ALL THE TEDIOUS DECISIONS THAT BOG ME DOWN EACH DAY ARE MADE FOR ME


I live in a house with my husband, our three children, and our family dog. I am mostly responsible for meal planning, grocery shopping, making meals, and cleaning up afterward. Sure, I have help, but for the most part it's on me. I actually enjoy doing all of these things, and it also makes me crazy. 


At a retreat someone else is responsible for planning my meals and buying the ingredients to cook them. Someone else cooks. Someone else cleans up afterward. Words cannot express my gratitude for these people. It is a GIFT to take a break from the decision making process and all that follows when I go on a retreat. When our retreat chef Andi asked what kind of menu I wanted, I said "I want you to prepare the kind of food you would eat if you were taking the absolute best care of yourself." Most retreat planners insist on the most wholesome, delicious, and nutritious food for their guests - made from the freshest ingredients that are organic and local whenever possible. It is worth every penny and logistical nightmare I face when planning to leave my family for a few days to enjoy a meal prepared with love by someone whose charge is to take the best possible care of me.

RETREATS ARE JUST PLAIN OLD FUN!



I'm going out on a limb here and making a huge generalization: American adults don't allow enough time in their lives to play. We work long hours, and sometimes in multiple jobs. We volunteer in the community and in our children's schools. We are constantly plugged in. We carry smart phones and check the Internet. We are non-stop. If we have children, we are likely to be running them around all night to various events and activities. We are tired. We are depleted. We are stressed out. We are often depressed.

We need time to play. It is really that simple. Nobody is going to grant you that time to play because most everyone in your life is in the same boat. Most everyone in your life will ask you for more because they are giving all they can and they need your help.

I learned not long ago that the only way I will ever get time for myself, to do the things I want to do, is to make that time. Sometimes I treat it like an appointment and schedule it in my calendar. Retreats provide endless opportunities to play. I need that. We all need that.

BEAUTY ABOUNDS



I think these pictures speak for themselves. Retreats occur in the most beautiful places around the world. Taking a retreat means getting away from it all.  Sometimes all you can hear are the waves crossing against the shore and the seagulls flying overhead.

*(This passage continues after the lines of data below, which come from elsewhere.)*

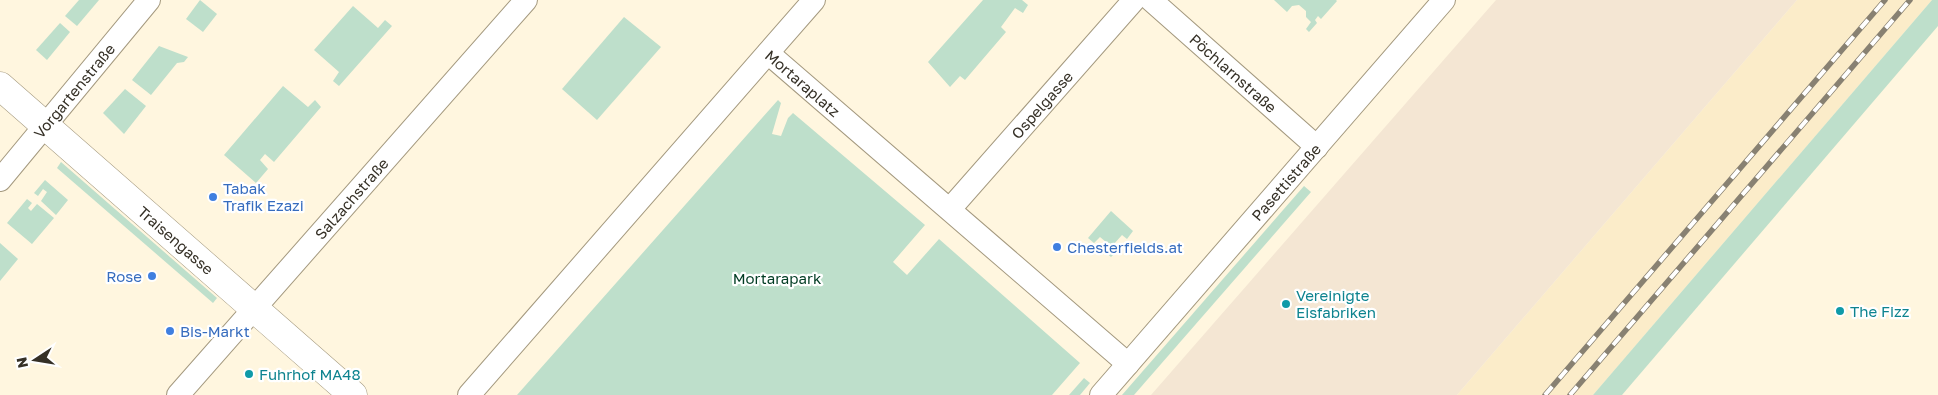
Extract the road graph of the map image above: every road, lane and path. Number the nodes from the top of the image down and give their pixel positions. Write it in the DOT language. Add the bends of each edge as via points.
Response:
graph roads {
  1 [pos="149,0"];
  2 [pos="526,0"];
  3 [pos="814,0"];
  4 [pos="1134,0"];
  5 [pos="1151,0"];
  6 [pos="1444,0"];
  7 [pos="768,53"];
  8 [pos="0,86"];
  9 [pos="45,126"];
  10 [pos="1316,146"];
  11 [pos="0,180"];
  12 [pos="950,209"];
  13 [pos="254,309"];
  14 [pos="1128,364"];
  15 [pos="178,395"];
  16 [pos="353,395"];
  17 [pos="469,395"];
  18 [pos="1101,395"];
  1 -- 9 [label="street, Vorgartenstraße"];
  2 -- 13 [label="street, Salzachstraße"];
  3 -- 7 [label="street"];
  4 -- 12 [label="street, Ospelgasse"];
  5 -- 10 [label="street, Pöchlarnstraße"];
  6 -- 10 [label="street, Pasettistraße"];
  7 -- 12 [label="street, Mortaraplatz"];
  7 -- 17 [label="street, Mortaraplatz"];
  8 -- 9 [label="street, Traisengasse"];
  9 -- 11 [label="street, Vorgartenstraße"];
  9 -- 13 [label="street, Traisengasse"];
  10 -- 14 [label="street, Pasettistraße"];
  12 -- 14 [label="street, Mortaraplatz"];
  13 -- 15 [label="street, Salzachstraße"];
  13 -- 16 [label="street, Traisengasse"];
  14 -- 18 [label="street"];
}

The hustle and bustle of our every day lives is far behind. We can move slowly if we want to, and speed things up when we're ready. It is quiet. I can hear myself think. I can actually stop thinking and be present in the beauty that surrounds me. It is heaven on earth.

SISTERS



I am one of those lucky women who has a real, live sister. She is one of my favorite people on this planet. We fought when we were kids so we didn't always adore each other, but I absolutely adore her now. One of the neatest things about having a sister is not having to explain myself to her. She knows me. She loves me exactly as I am. We have differences, and we can talk about them most of the time, and so far we have left each conversation still loving each other.

At the retreats I have attended, I sit in awe of the women gathered around me. There are these amazing little retreat fairies and angels who oversee the gathering process. They make sure that every woman who is meant to be present at any particular retreat is there. So when we arrive, even if we are complete strangers, we know each other. We love each other exactly as we are.

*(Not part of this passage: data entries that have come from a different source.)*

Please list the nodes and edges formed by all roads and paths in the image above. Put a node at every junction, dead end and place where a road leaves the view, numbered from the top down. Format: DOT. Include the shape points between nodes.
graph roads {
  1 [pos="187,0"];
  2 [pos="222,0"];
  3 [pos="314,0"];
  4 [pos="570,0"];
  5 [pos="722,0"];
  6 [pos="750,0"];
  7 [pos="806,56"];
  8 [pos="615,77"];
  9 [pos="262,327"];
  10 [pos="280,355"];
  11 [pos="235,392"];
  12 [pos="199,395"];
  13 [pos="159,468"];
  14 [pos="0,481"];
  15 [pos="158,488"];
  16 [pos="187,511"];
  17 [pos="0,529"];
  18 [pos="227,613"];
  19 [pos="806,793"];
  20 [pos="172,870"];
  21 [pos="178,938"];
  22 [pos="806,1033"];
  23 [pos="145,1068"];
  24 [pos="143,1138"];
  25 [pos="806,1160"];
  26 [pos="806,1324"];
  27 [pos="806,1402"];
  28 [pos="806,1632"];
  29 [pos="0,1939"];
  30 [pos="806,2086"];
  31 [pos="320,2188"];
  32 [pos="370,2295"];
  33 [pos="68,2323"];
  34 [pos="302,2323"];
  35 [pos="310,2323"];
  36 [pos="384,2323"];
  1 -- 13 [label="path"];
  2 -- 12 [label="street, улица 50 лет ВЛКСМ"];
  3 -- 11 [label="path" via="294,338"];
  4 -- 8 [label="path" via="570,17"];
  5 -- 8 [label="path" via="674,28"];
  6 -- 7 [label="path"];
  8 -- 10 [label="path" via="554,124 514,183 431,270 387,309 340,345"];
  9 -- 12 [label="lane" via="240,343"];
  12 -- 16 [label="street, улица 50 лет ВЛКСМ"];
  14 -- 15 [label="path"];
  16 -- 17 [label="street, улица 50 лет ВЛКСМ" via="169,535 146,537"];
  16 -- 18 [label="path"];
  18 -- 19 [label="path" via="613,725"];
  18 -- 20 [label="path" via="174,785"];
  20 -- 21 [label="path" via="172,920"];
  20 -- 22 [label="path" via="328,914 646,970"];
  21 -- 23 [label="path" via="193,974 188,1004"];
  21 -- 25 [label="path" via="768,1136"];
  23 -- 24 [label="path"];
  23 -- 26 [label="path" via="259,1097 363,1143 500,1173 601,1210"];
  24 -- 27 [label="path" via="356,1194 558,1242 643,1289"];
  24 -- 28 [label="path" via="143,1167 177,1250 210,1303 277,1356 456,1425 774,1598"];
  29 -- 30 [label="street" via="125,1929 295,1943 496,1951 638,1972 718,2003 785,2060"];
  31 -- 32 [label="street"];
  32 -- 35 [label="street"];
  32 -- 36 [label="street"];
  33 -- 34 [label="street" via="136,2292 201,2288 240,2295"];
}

You might think that people who are alike are drawn together, and I am sure in many cases that is true. Retreats, however, often draw people together who might appear to have nothing in common. At the retreats I've attended, when we first meet we don't know a lot about each other. We don't know who voted for who in the last election. We don't know what kind of sexual partners everybody else prefers. We don't know who has been abused. We don't know each other's salaries. These qualifiers, the stats we use to judge people from time to time, we don't know any of them. In the absence of qualifiers, there is nothing but love. We may have nothing in common but the love in our hearts, and magically, mysteriously, and actually quite logically - that love in our hearts is enough. It is enough to carry us through our time together and to etch a new place in our hearts where we will hold each other forever and ever and ever.

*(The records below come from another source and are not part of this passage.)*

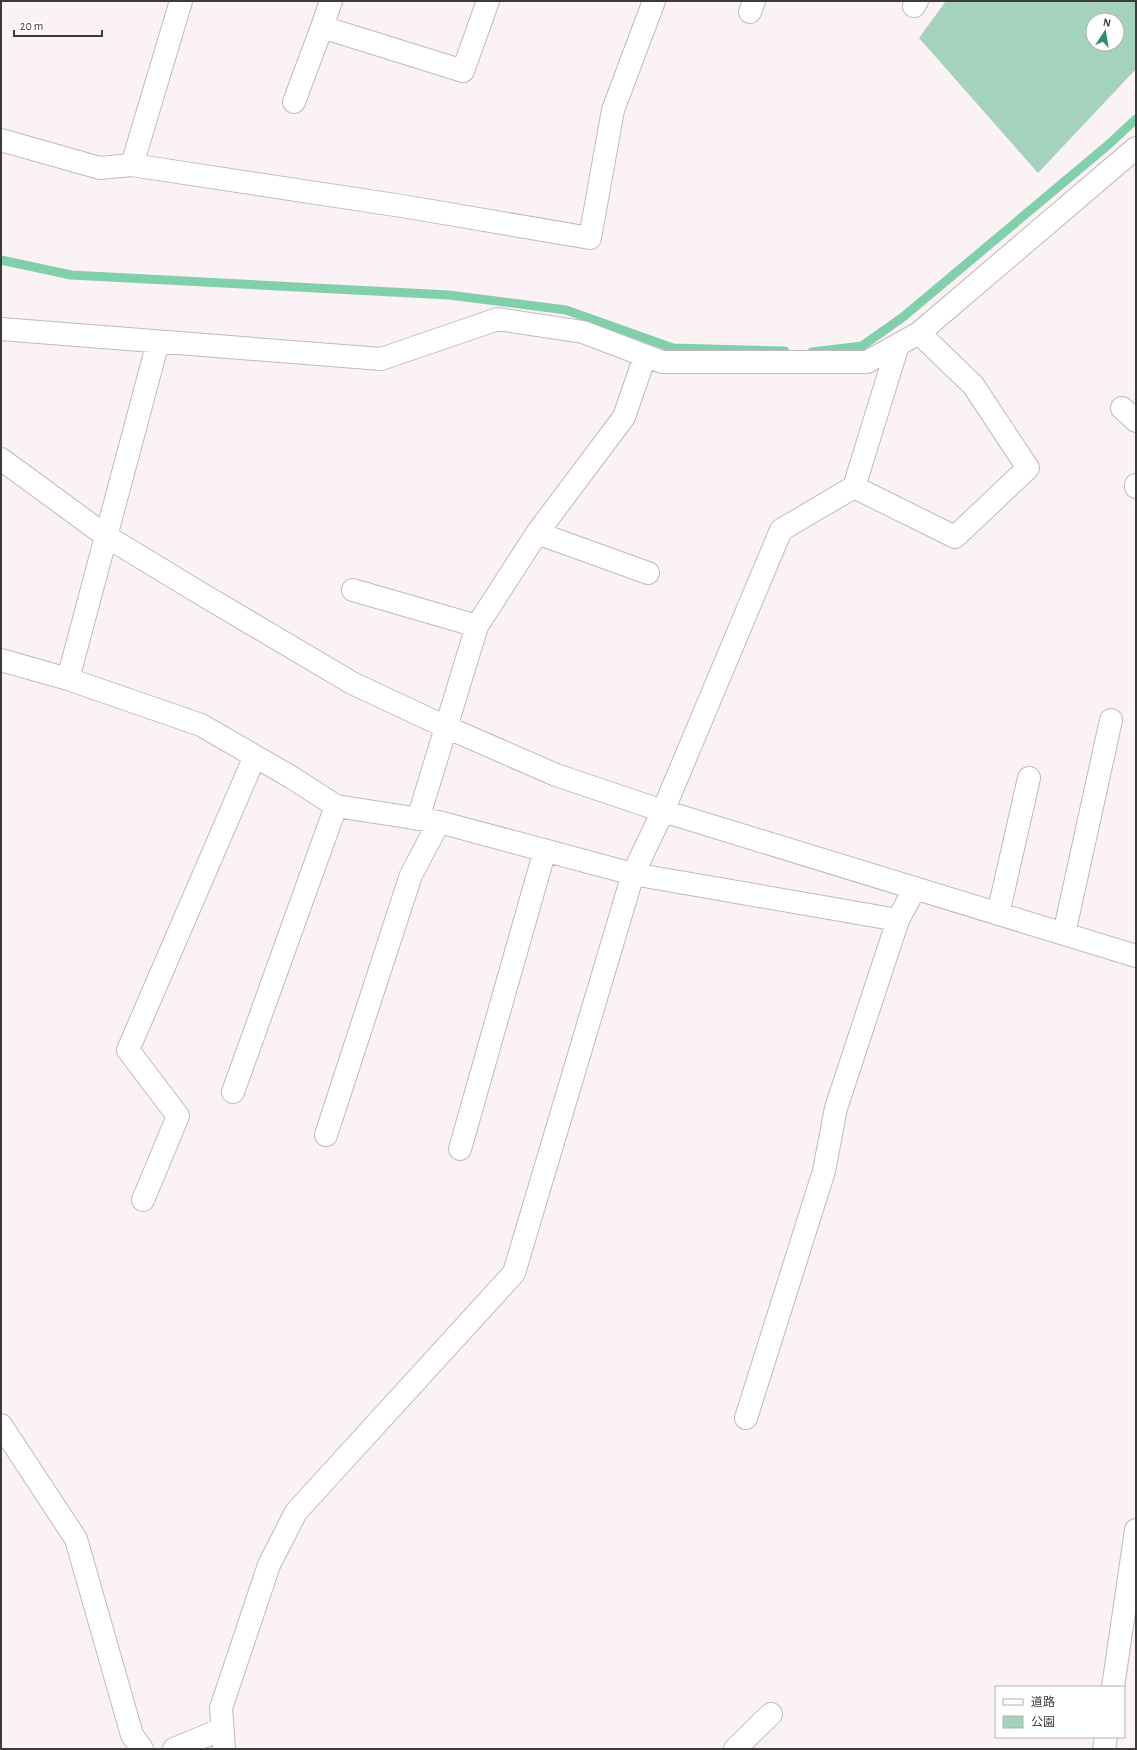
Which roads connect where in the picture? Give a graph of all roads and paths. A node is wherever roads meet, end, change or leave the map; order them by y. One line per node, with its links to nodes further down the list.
1 (181, 1): 9 (street)
2 (331, 1): 5 (street)
3 (488, 1): 5 (street)
4 (654, 1): 9 (street)
5 (322, 27): 6 (street)
6 (294, 102)
7 (1, 140): 9 (street)
8 (1136, 148): 11 (street)
9 (132, 165)
10 (1, 329): 12 (street)
11 (919, 333): 13 (street); 16 (street)
12 (158, 342): 14 (street); 18 (street)
13 (898, 345): 14 (street); 16 (street)
14 (645, 356): 17 (street)
15 (1, 459): 18 (street)
16 (854, 487): 29 (street)
17 (537, 533): 19 (street); 21 (street)
18 (106, 536): 23 (street); 25 (street)
19 (648, 573)
20 (352, 590): 21 (street)
21 (477, 626): 25 (street)
22 (1, 660): 23 (street)
23 (68, 679): 26 (street)
24 (1111, 720): 36 (street)
25 (446, 727): 29 (street); 30 (street)
26 (255, 756): 28 (street); 41 (street)
27 (1029, 778): 34 (street)
28 (336, 806): 30 (street); 38 (street)
29 (663, 810): 32 (street); 33 (street)
30 (428, 820): 31 (street); 39 (street)
31 (545, 850): 32 (street); 40 (street)
32 (633, 874): 35 (street); 48 (street)
33 (915, 888): 34 (street); 35 (street)
34 (998, 914): 36 (street)
35 (898, 920): 42 (street)
36 (1064, 934): 37 (street)
37 (1136, 956)
38 (233, 1092)
39 (326, 1135)
40 (460, 1149)
41 (143, 1200)
42 (746, 1418)
43 (1, 1425): 49 (street)
44 (1136, 1530): 45 (street)
45 (1113, 1686)
46 (771, 1714): 51 (street)
47 (1106, 1738): 52 (street)
48 (223, 1739): 50 (street)
49 (142, 1749)
50 (174, 1749)
51 (735, 1749)
52 (1104, 1749)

I love, love, LOVE meeting new sisters.

GOING HOME



With all that in mind, you must know the truth. My favorite thing about attending a retreat is going home. The four people pictured above are my everything. They are my world, my heart, and my soul. I will do anything I can to be a better person for them - a better wife, and a better mom. I am moody and absent-minded, and I leave my shoes all over the house. I am often running late and if I am early it is usually because I forgot something. I yell and I am sarcastic. When I come back from a retreat, I am fresh. Being fresh and new - rejuvenated, replenished, and relaxed - is the greatest gift I could ever give my husband and my children.

That's where I think a lot of women make a huge mistake. I used to think that taking time for myself made me a bad mom. I felt guilty about it. I made stories up about myself and other women who made time in their lives for things they enjoyed. What I have found to be truer than true is that it is actually a very good thing for me to go away, for me to do things I enjoy, for me to connect with other women, and to miss my husband and children. It is okay. They are fine without me. They have fun and they don't trip over my shoes. Sometimes they don't eat very well, but hey, that's the "Dad Way" in our house. When I come back they get the very best of me. I can't wait to see them, to hug them and kiss their cheeks, and to hear all about the things they did while I was gone. I love coming home, and being able to fully appreciate the sweet beings I have to which to return.

If a retreat calls to you, definitely entertain the voices in your head that follow. And when they are finished and it is quiet again, know this: you are worth the cost of the retreat and the time away from your job and your family. Everyone and everything you leave behind will be just fine without you. Make a commitment to figure out a way to to attend the retreat of your choice. Upon your arrival, all your needs will be met and you won't even have to think about it. You will have fun and you will make new friends. Then, at the end of it all, you get to go home. It is one of the very best gifts you can give to yourself and to the people you care about most in this world.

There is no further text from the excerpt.